Work order: What follows is a listing. Return every line of it exactly.

Given information:
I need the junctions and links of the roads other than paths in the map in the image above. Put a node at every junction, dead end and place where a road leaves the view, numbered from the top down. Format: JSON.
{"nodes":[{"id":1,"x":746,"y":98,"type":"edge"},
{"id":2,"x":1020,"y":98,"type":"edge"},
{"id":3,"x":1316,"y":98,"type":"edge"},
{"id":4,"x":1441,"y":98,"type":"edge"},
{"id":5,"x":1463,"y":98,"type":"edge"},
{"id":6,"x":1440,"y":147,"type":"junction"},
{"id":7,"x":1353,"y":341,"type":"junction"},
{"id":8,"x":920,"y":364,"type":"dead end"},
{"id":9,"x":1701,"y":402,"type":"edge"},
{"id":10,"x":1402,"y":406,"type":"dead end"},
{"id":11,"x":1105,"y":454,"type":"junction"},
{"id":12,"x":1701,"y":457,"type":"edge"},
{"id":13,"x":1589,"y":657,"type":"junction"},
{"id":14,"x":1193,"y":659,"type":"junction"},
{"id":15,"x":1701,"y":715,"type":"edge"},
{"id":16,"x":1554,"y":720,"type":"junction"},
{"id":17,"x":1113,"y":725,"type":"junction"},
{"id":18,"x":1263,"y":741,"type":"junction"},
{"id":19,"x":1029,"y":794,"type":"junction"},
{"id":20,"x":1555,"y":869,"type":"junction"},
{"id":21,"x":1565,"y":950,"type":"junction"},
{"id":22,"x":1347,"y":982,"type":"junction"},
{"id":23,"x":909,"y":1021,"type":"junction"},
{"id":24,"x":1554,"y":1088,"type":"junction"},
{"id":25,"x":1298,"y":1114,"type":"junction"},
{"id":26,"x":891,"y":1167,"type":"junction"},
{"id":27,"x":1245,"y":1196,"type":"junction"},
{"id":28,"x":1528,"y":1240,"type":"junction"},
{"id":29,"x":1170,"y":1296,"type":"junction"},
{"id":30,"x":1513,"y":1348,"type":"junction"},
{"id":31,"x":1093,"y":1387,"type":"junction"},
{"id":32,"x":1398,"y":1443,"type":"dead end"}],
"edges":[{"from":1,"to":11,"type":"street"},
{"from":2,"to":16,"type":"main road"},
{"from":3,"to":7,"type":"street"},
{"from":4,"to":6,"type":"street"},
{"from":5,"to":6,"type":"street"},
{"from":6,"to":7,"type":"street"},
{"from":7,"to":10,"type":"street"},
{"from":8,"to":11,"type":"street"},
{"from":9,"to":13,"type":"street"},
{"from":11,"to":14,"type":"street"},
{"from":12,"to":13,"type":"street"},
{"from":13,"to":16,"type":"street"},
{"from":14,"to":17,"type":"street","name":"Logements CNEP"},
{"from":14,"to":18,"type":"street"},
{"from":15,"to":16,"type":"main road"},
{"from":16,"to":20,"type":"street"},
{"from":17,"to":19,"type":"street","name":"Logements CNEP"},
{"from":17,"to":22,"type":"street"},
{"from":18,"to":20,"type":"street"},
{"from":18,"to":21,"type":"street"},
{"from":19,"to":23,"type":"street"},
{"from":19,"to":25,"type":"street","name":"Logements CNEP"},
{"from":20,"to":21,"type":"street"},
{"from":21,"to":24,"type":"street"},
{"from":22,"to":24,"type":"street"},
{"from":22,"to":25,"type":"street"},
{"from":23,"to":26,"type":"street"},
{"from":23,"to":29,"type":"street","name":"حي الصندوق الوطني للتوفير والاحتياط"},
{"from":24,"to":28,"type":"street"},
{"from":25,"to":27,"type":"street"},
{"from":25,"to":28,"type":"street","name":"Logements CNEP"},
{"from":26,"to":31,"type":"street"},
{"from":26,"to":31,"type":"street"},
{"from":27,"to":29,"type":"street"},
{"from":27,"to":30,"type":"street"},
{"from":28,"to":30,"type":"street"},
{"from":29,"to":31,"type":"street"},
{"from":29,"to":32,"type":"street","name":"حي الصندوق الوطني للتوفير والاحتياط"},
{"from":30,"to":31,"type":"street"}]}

Response:
I need the junctions and links of the roads other than paths in the map in the image above. Put a node at every junction, dead end and place where a road leaves the view, numbered from the top down. Format: JSON.
{"nodes":[{"id":1,"x":746,"y":98,"type":"edge"},
{"id":2,"x":1020,"y":98,"type":"edge"},
{"id":3,"x":1316,"y":98,"type":"edge"},
{"id":4,"x":1441,"y":98,"type":"edge"},
{"id":5,"x":1463,"y":98,"type":"edge"},
{"id":6,"x":1440,"y":147,"type":"junction"},
{"id":7,"x":1353,"y":341,"type":"junction"},
{"id":8,"x":920,"y":364,"type":"dead end"},
{"id":9,"x":1701,"y":402,"type":"edge"},
{"id":10,"x":1402,"y":406,"type":"dead end"},
{"id":11,"x":1105,"y":454,"type":"junction"},
{"id":12,"x":1701,"y":457,"type":"edge"},
{"id":13,"x":1589,"y":657,"type":"junction"},
{"id":14,"x":1193,"y":659,"type":"junction"},
{"id":15,"x":1701,"y":715,"type":"edge"},
{"id":16,"x":1554,"y":720,"type":"junction"},
{"id":17,"x":1113,"y":725,"type":"junction"},
{"id":18,"x":1263,"y":741,"type":"junction"},
{"id":19,"x":1029,"y":794,"type":"junction"},
{"id":20,"x":1555,"y":869,"type":"junction"},
{"id":21,"x":1565,"y":950,"type":"junction"},
{"id":22,"x":1347,"y":982,"type":"junction"},
{"id":23,"x":909,"y":1021,"type":"junction"},
{"id":24,"x":1554,"y":1088,"type":"junction"},
{"id":25,"x":1298,"y":1114,"type":"junction"},
{"id":26,"x":891,"y":1167,"type":"junction"},
{"id":27,"x":1245,"y":1196,"type":"junction"},
{"id":28,"x":1528,"y":1240,"type":"junction"},
{"id":29,"x":1170,"y":1296,"type":"junction"},
{"id":30,"x":1513,"y":1348,"type":"junction"},
{"id":31,"x":1093,"y":1387,"type":"junction"},
{"id":32,"x":1398,"y":1443,"type":"dead end"}],
"edges":[{"from":1,"to":11,"type":"street"},
{"from":2,"to":16,"type":"main road"},
{"from":3,"to":7,"type":"street"},
{"from":4,"to":6,"type":"street"},
{"from":5,"to":6,"type":"street"},
{"from":6,"to":7,"type":"street"},
{"from":7,"to":10,"type":"street"},
{"from":8,"to":11,"type":"street"},
{"from":9,"to":13,"type":"street"},
{"from":11,"to":14,"type":"street"},
{"from":12,"to":13,"type":"street"},
{"from":13,"to":16,"type":"street"},
{"from":14,"to":17,"type":"street","name":"Logements CNEP"},
{"from":14,"to":18,"type":"street"},
{"from":15,"to":16,"type":"main road"},
{"from":16,"to":20,"type":"street"},
{"from":17,"to":19,"type":"street","name":"Logements CNEP"},
{"from":17,"to":22,"type":"street"},
{"from":18,"to":20,"type":"street"},
{"from":18,"to":21,"type":"street"},
{"from":19,"to":23,"type":"street"},
{"from":19,"to":25,"type":"street","name":"Logements CNEP"},
{"from":20,"to":21,"type":"street"},
{"from":21,"to":24,"type":"street"},
{"from":22,"to":24,"type":"street"},
{"from":22,"to":25,"type":"street"},
{"from":23,"to":26,"type":"street"},
{"from":23,"to":29,"type":"street","name":"حي الصندوق الوطني للتوفير والاحتياط"},
{"from":24,"to":28,"type":"street"},
{"from":25,"to":27,"type":"street"},
{"from":25,"to":28,"type":"street","name":"Logements CNEP"},
{"from":26,"to":31,"type":"street"},
{"from":26,"to":31,"type":"street"},
{"from":27,"to":29,"type":"street"},
{"from":27,"to":30,"type":"street"},
{"from":28,"to":30,"type":"street"},
{"from":29,"to":31,"type":"street"},
{"from":29,"to":32,"type":"street","name":"حي الصندوق الوطني للتوفير والاحتياط"},
{"from":30,"to":31,"type":"street"}]}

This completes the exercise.